Schweinefleisch und Exporte

Der Markt für Fleischprodukte in Polen ist durch mehrere Besonderheiten gekennzeichnet, die sowohl mit Produktion als auch mit Konsum zu tun haben:

Insgesamt ist beim Fleischkonsum ein steigender Trend zu beobachten. Polnische Verbraucher essen heute deutlich mehr Schweine- und Geflügelfleisch als noch vor einigen Jahren, und dieser Anstieg ist stärker als der seit den 1990er-Jahren anhaltende Rückgang beim teureren Rindfleisch.

Laut Konsumentenbefragungen machen Schinken, Braten/Filetschinken sowie dünne Würste mehr als 75% der Einkäufe an Aufschnitt- und Wurstwaren aus. Beim Frischfleisch dominieren Schweineschulter/Bug und Hähnchenviertel. Zum Grillen werden am häufigsten Würste sowie rohes Fleisch gekauft, gefolgt von Fertigprodukten und Speck.

Zwischen dem alltagsrelevanten Economy-Bereich und dem Luxussegment klafft eine Lücke. Es fehlt an Premium-Produkten, die immer häufiger von Konsumenten im In- und Ausland für besondere Anlässe nachgefragt werden. Hier sind neben dem Preis vor allem Qualität und das Vertrauen in die Marke wichtig.

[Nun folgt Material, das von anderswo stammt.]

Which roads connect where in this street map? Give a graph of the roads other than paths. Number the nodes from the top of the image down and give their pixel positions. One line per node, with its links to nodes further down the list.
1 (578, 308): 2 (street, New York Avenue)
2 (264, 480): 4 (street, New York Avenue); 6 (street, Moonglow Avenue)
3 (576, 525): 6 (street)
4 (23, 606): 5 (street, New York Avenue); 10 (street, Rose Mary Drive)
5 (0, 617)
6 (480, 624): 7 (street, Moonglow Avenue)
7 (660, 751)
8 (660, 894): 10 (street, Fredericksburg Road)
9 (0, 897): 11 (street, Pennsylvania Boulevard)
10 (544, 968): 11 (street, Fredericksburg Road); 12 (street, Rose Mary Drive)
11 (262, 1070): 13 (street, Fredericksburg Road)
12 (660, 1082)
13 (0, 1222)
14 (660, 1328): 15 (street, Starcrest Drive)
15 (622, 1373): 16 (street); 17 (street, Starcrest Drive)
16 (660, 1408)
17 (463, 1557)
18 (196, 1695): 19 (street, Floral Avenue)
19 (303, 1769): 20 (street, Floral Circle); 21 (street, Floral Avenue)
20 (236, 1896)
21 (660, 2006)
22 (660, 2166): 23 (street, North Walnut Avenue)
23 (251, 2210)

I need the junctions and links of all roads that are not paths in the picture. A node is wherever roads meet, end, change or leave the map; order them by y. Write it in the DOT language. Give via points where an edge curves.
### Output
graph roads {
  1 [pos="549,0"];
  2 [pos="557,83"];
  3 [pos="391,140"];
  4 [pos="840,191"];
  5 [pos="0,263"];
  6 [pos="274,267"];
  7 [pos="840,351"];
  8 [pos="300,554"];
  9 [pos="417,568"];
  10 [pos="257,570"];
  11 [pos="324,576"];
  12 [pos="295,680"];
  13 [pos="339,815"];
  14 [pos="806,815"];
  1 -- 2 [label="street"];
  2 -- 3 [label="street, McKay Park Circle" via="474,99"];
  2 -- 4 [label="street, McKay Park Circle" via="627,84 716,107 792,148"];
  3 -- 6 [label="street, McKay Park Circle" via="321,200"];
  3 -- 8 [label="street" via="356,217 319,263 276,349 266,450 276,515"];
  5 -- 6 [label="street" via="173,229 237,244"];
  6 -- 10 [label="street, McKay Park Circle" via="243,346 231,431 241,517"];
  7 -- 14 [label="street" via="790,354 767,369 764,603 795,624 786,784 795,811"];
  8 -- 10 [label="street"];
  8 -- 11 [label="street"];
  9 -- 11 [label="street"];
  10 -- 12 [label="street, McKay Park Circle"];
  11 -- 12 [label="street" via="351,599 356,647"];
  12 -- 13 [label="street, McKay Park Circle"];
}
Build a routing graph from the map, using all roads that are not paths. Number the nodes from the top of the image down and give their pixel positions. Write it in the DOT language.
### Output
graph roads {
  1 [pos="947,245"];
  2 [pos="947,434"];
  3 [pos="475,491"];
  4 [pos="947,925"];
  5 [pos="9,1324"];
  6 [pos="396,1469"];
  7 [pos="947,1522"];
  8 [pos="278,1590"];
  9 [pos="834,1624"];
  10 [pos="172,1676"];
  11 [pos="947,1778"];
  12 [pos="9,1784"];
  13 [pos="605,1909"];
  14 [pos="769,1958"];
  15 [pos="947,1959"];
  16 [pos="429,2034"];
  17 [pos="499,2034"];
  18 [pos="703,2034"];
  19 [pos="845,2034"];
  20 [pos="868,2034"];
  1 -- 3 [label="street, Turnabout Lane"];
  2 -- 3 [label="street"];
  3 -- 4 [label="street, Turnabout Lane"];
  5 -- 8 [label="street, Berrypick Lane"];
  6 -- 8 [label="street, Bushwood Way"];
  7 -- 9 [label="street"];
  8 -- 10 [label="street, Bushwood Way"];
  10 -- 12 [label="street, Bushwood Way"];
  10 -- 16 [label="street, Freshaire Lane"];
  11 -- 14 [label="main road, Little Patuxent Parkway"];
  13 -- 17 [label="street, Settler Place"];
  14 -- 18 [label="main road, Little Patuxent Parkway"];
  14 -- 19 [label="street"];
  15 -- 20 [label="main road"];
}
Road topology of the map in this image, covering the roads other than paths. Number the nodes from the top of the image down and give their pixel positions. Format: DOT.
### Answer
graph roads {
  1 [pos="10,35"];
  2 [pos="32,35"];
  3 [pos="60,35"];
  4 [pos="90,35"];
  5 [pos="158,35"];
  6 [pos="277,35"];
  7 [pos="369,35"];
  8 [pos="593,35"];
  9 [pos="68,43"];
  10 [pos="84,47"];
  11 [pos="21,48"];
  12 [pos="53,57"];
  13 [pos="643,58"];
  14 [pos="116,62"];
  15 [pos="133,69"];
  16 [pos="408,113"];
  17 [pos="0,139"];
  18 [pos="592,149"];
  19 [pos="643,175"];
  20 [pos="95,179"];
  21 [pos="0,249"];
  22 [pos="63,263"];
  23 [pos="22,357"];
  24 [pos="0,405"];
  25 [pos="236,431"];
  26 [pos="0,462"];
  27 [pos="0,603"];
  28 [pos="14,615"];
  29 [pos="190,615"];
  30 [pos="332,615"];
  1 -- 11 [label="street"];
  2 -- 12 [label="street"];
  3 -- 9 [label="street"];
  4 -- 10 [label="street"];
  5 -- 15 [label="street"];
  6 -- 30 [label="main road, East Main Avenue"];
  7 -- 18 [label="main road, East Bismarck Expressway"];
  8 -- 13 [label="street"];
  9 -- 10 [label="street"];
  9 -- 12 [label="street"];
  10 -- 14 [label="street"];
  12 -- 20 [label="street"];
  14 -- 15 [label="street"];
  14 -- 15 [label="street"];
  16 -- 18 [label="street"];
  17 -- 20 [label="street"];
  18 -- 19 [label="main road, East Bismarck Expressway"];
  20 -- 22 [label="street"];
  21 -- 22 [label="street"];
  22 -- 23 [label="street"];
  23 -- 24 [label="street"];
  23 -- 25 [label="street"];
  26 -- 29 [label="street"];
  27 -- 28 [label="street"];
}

Auffällig bleibt, dass im EU-Vergleich außerordentlich wenig Rindfleisch konsumiert wird. Dies deutet auf ökonomische Konsumbarrieren hin. Polen essen 2 kg Rindfleisch pro Person; der EU-Durchschnitt beträgt 19kg pro Person. Marketingmaßnahmen zur Steigerung des Rindfleisch-Konsums hatten bisher kaum Erfolg.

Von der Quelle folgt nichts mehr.